The heart of Elizabeth Wilhide’s Ashenden is captured by this opening paragraph of Chapter 16. For this is the story of a house, a home, an estate—choose whatever word you wish—the main character is “Ashenden.”
Ms. Wilhide opens the story in 2010 when Charlie Minton and his sister Ros inherit a house in the English countryside, and are faced with the dilemma of whether to sell it or keep it in the family. By this time, the house, its surrounding buildings, and acreage badly need attention—expensive attention. As they ponder their own fate and that of Ashenden, they consider the important history of the house.
The reader is introduced to James Wood, the man responsible for bringing the house to life in 1775 and the first tragedy that the building encounters with the death of Wood’s young apprentice. Ms. Wilhide describes with precision the stone used in the construction and the backbreaking work required to move and shape that stone. She details the daily processes that Wood and his team must go through to design and build an overpowering house, one with a soul. The reader senses that the stone is a living, breathing ingredient to the composition of the house.
Ms. Wilhide skillfully moves from the starkness of the outside of the house to the interior issues of completion. After 20 years, she brings Wood back to the house as an elderly man revisiting the success of his youth. Though disappointed in the interior’s incompleteness, he revisits his past through his memories of the initial work and the pain of losing a young friend.
The story continues to wrap the house around its various owners and their successes or failures—these same successes and failures that account for the appearance and structure of the house as it ages. Through four decades of use and misuse, the story moves from the deteriorating interior to the decoration, specifically a portrait and the relationship between the artist and the wife of Ashenden’s current owner. It is a relationship that is destined to failure, and a relationship that will bring down the staff at Ashenden as well.
The story moves a scant five years past the disastrous relationship and brings life back to the estate as a new owner pours time and money and energy into refitting the estate and returning it to a destiny previously left behind. The house is rejuvenated with the sounds of children’s voices, and a new enterprise rises through the efforts of a family member: a school is established on the grounds, and as the house reclaims its destiny, it enjoys growth outside of its immediate place and time.
Each subsequent chapter moves through various owners, and although some chapters spend more time on the character of the owners, the house always sits in the background, breathing life into the people it accommodates.
Each new chapter considers the era in which the chapter explores: monarchs’ deaths, world wars, and social upheaval.

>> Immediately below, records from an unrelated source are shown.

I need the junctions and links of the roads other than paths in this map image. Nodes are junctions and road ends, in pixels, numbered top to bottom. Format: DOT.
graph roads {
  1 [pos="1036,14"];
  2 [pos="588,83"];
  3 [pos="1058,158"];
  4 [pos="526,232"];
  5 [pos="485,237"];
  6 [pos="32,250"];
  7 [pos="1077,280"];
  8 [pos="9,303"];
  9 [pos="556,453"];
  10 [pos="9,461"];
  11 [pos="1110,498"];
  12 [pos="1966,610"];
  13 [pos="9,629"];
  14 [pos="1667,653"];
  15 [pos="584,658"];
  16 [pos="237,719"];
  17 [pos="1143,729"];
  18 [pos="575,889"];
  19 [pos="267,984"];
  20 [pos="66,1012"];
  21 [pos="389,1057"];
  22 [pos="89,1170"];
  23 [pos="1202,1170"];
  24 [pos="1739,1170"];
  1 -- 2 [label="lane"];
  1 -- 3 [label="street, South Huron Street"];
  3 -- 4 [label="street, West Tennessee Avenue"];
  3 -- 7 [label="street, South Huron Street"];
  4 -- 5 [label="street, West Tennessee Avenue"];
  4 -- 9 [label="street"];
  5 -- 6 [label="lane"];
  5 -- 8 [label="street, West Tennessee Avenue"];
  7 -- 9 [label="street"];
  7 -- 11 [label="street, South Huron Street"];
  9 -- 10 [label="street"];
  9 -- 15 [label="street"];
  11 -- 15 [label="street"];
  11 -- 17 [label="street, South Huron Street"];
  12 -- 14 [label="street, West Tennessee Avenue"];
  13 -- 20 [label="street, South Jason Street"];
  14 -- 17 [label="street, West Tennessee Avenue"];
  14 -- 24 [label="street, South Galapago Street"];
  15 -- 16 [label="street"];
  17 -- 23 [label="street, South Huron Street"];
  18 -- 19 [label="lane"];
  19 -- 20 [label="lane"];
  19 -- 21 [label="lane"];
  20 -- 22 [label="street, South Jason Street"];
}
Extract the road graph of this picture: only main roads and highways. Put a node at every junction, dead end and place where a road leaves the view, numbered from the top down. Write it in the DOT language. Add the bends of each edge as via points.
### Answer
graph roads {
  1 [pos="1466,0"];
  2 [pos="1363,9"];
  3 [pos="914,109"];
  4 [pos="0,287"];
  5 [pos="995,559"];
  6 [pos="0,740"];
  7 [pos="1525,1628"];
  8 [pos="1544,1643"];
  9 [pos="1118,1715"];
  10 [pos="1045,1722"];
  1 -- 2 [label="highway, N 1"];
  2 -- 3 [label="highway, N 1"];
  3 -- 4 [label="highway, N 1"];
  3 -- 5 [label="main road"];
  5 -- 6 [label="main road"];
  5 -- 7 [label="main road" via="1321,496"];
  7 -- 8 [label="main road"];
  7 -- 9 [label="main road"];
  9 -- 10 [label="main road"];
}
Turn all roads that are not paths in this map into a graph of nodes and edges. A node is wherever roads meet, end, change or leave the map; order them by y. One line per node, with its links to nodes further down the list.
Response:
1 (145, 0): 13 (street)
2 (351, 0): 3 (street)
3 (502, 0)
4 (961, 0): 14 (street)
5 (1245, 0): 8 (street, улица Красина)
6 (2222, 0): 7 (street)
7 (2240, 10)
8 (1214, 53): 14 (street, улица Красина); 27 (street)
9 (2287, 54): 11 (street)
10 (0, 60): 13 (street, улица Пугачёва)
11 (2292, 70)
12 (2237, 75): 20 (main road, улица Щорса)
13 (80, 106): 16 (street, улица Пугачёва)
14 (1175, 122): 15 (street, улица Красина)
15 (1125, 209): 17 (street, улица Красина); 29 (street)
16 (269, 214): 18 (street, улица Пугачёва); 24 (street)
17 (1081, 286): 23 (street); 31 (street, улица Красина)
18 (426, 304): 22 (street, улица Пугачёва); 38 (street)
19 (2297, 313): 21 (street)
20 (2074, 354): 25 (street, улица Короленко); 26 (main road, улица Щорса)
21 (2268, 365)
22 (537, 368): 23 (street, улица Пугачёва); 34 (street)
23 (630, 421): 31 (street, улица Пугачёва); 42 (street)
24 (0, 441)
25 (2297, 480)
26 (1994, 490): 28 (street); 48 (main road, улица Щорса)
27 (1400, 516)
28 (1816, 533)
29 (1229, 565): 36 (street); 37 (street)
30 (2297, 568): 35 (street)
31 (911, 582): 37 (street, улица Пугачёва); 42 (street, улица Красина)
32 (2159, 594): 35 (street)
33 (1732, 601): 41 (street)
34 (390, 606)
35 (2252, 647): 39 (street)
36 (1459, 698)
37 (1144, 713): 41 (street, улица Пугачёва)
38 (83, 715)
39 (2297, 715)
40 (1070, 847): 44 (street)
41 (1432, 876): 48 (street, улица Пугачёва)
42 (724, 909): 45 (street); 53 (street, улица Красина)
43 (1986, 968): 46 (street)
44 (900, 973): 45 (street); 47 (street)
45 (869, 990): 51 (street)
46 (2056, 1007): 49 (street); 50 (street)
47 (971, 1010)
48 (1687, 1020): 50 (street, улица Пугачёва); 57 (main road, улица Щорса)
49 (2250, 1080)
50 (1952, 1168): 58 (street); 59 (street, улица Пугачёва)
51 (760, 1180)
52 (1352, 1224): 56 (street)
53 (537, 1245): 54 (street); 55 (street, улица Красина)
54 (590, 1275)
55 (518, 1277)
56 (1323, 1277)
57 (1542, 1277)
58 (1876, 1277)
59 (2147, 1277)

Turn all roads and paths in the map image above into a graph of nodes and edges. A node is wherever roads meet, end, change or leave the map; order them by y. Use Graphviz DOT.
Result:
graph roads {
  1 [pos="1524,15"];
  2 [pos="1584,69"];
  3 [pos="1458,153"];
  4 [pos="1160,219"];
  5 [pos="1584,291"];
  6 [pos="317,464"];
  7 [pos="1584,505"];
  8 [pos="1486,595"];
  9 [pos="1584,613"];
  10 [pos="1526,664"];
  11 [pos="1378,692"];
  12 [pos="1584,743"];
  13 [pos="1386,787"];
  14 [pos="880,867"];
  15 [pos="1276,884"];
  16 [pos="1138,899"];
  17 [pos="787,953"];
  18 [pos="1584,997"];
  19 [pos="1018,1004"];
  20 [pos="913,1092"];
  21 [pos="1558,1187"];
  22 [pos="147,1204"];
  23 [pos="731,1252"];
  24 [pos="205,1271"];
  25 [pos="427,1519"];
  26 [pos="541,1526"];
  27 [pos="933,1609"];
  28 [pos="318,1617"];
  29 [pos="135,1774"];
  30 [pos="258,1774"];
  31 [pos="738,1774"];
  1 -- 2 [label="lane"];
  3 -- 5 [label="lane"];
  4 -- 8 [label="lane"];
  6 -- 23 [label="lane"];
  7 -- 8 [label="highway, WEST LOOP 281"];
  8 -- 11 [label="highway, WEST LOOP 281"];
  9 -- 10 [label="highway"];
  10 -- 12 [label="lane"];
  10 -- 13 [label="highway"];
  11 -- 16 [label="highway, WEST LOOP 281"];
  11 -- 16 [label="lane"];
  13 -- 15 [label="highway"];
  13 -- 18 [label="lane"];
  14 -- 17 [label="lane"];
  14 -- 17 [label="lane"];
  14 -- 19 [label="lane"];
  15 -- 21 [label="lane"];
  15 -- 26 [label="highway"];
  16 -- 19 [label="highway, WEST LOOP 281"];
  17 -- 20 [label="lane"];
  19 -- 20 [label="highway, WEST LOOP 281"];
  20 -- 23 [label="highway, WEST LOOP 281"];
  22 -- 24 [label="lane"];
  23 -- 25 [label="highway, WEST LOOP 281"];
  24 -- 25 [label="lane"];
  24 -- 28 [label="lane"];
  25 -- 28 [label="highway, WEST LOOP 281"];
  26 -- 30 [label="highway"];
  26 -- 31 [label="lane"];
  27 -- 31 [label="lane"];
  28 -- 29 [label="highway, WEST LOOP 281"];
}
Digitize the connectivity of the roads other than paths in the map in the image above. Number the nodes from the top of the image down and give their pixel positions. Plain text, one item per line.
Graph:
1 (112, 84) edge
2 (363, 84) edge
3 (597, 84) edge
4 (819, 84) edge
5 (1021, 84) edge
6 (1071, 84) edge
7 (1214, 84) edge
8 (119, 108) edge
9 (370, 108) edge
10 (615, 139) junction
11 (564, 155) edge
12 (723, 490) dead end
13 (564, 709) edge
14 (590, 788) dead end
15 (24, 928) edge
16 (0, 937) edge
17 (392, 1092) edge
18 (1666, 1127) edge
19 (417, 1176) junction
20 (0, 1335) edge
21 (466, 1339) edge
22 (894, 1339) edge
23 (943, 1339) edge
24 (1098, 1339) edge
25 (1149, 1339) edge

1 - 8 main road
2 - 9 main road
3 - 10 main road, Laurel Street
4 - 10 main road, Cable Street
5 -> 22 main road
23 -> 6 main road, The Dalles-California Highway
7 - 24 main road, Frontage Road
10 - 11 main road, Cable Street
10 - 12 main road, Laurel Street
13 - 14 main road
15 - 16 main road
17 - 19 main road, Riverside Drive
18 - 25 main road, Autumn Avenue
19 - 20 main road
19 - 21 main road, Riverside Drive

And yet the house, through its various stages of deterioration and rebirth, survives and one might say, even thrives.
Ms. Wilhide’s character development brings life to each personality, and each chapter is tied to the previous and tied to the next through these characters.
Each new character deposits something of his or her own, something that adds dimension to the personality of the house. As Ms. Wilhide brings the reader full circle back to Charlie and Ros and their dilemma, she captures the heart of the story when she writes, “The village had changed a great deal over the years, much more than the house, which was trapped in a time warp by comparison.”
Charlie and Ros come to a decision that completes the story arc as well as the beginning of Ashenden.
Ashenden is a tale that grabs the reader, places him on the newel post, and encourages him to experience the life of a house through its owners, staff, and guests. This story belongs on one’s library shelf.